◆ ASSIGNMENT
Read through the data and report every line in which the word "edges" occurs.
**** LISTED RECORDS ****
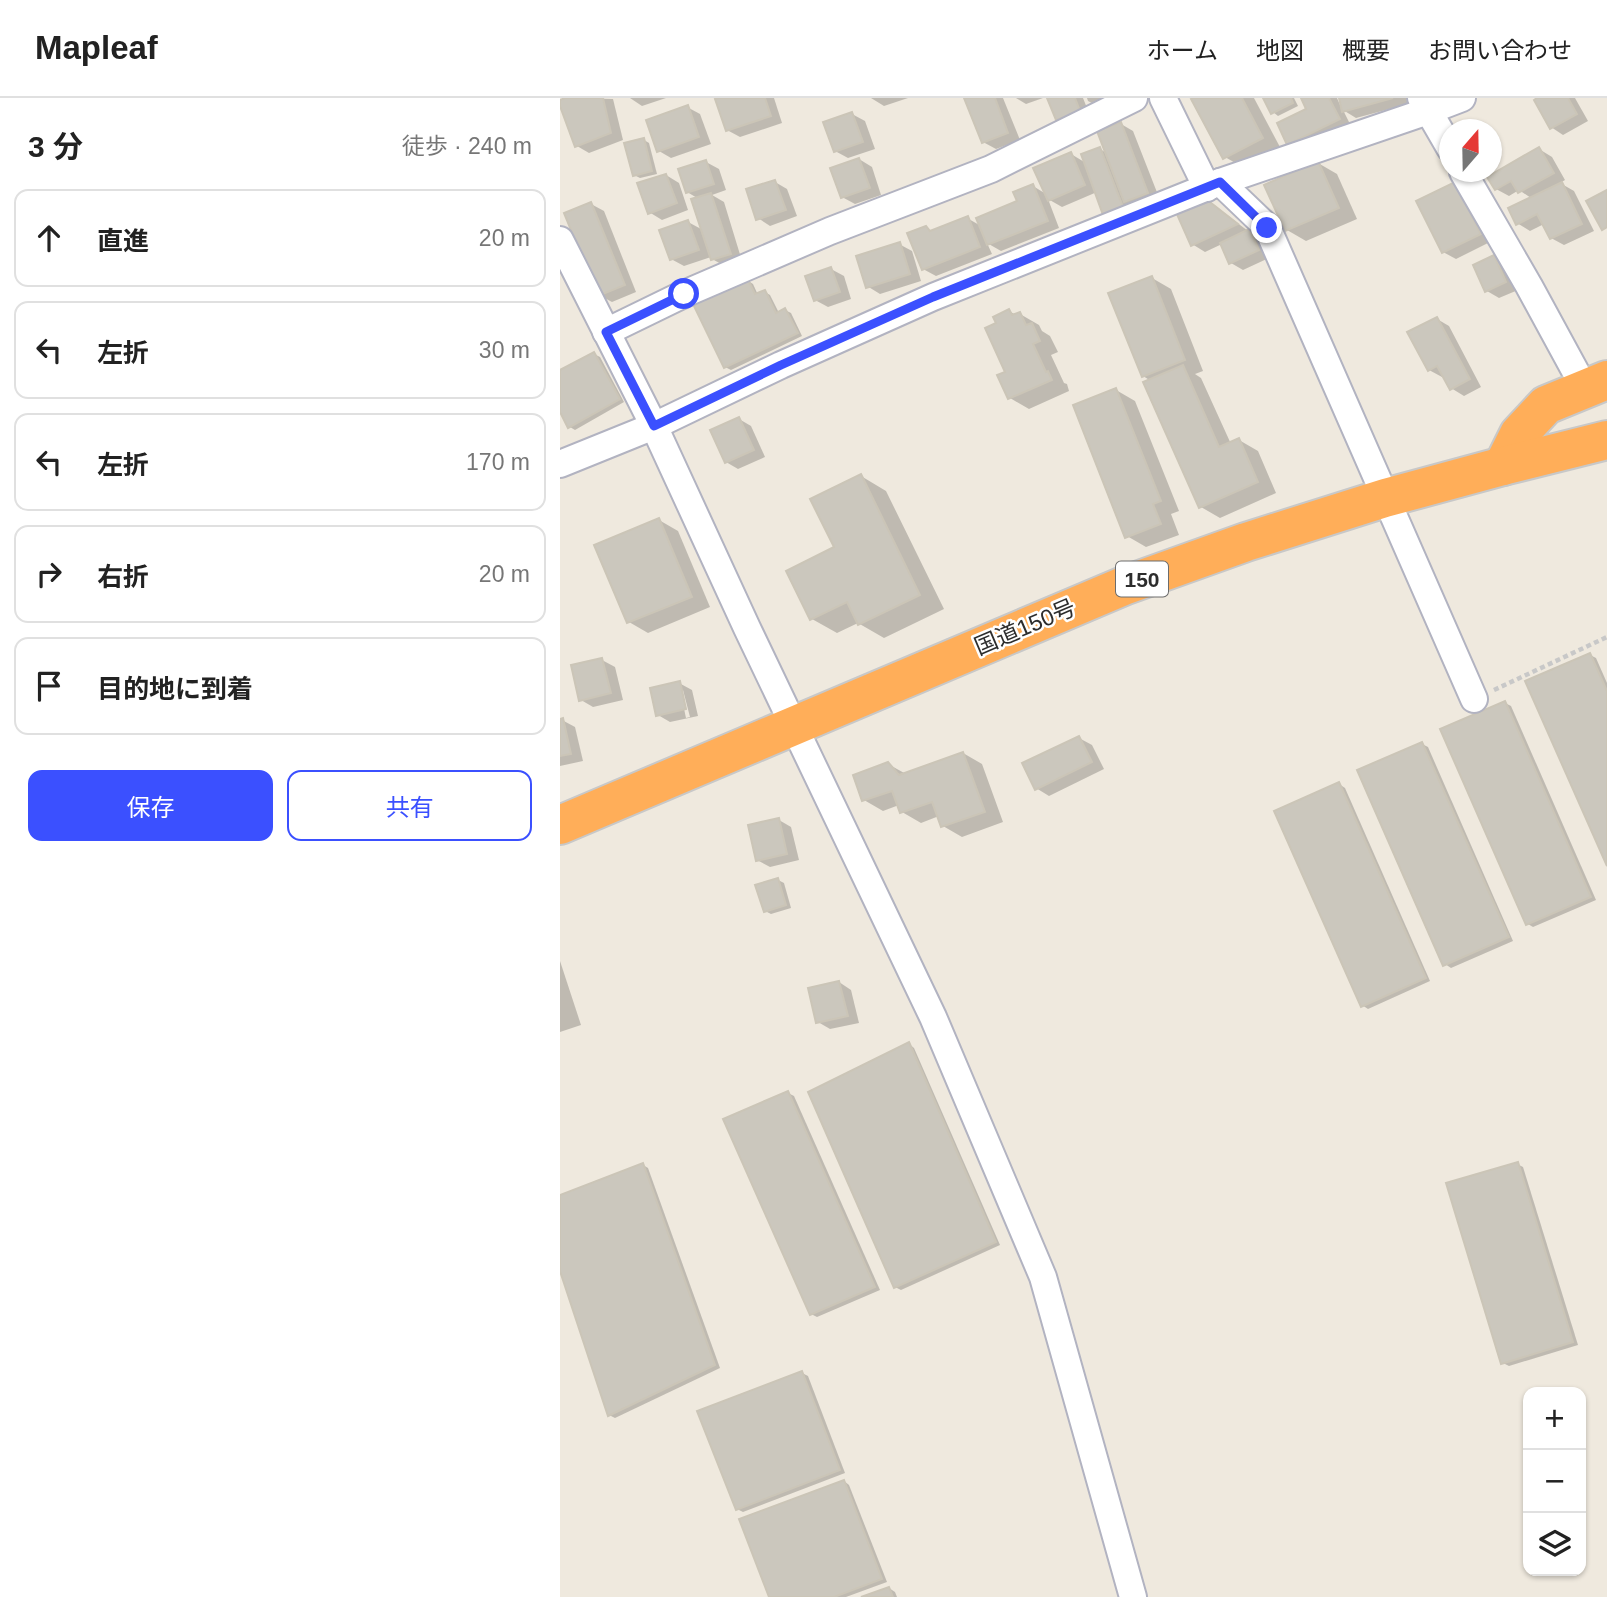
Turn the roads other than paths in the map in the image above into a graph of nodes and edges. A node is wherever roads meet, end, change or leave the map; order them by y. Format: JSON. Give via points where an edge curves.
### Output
{"nodes":[{"id":1,"x":1134,"y":98,"type":"edge"},
{"id":2,"x":1163,"y":98,"type":"edge"},
{"id":3,"x":1462,"y":98,"type":"edge"},
{"id":4,"x":1425,"y":105,"type":"edge"},
{"id":5,"x":1439,"y":129,"type":"edge"},
{"id":6,"x":1469,"y":182,"type":"edge"},
{"id":7,"x":1214,"y":185,"type":"junction"},
{"id":8,"x":560,"y":240,"type":"edge"},
{"id":9,"x":606,"y":332,"type":"junction"},
{"id":10,"x":1596,"y":385,"type":"edge"},
{"id":11,"x":654,"y":426,"type":"junction"},
{"id":12,"x":1607,"y":440,"type":"edge"},
{"id":13,"x":560,"y":464,"type":"edge"},
{"id":14,"x":1503,"y":466,"type":"junction"},
{"id":15,"x":1385,"y":498,"type":"junction"},
{"id":16,"x":1474,"y":699,"type":"road end"},
{"id":17,"x":794,"y":725,"type":"junction"},
{"id":18,"x":560,"y":825,"type":"edge"},
{"id":19,"x":1133,"y":1597,"type":"edge"}],
"edges":[{"from":1,"to":9,"type":"street","via":[[991,169],[806,242]]},
{"from":2,"to":7,"type":"street"},
{"from":3,"to":4,"type":"street"},
{"from":4,"to":5,"type":"street"},
{"from":4,"to":7,"type":"street"},
{"from":6,"to":10,"type":"street","via":[[1529,286]]},
{"from":7,"to":11,"type":"street","via":[[933,297]]},
{"from":7,"to":15,"type":"street","via":[[1267,228]]},
{"from":8,"to":9,"type":"street"},
{"from":9,"to":11,"type":"street"},
{"from":10,"to":14,"type":"highway","via":[[1546,405],[1519,434]]},
{"from":11,"to":13,"type":"street"},
{"from":11,"to":17,"type":"street"},
{"from":12,"to":14,"type":"highway","name":"国道150号","number":"150"},
{"from":14,"to":15,"type":"highway","name":"国道150号","number":"150"},
{"from":15,"to":16,"type":"street"},
{"from":15,"to":17,"type":"highway","name":"国道150号","number":"150","via":[[1126,584]]},
{"from":17,"to":18,"type":"highway","name":"国道150号","number":"150"},
{"from":17,"to":19,"type":"street","via":[[933,1017],[1043,1277]]}]}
****
◆ TASK SOLUTION
Turn the roads other than paths in the map in the image above into a graph of nodes and edges. A node is wherever roads meet, end, change or leave the map; order them by y. Format: JSON. Give via points where an edge curves.
"edges":[{"from":1,"to":9,"type":"street","via":[[991,169],[806,242]]},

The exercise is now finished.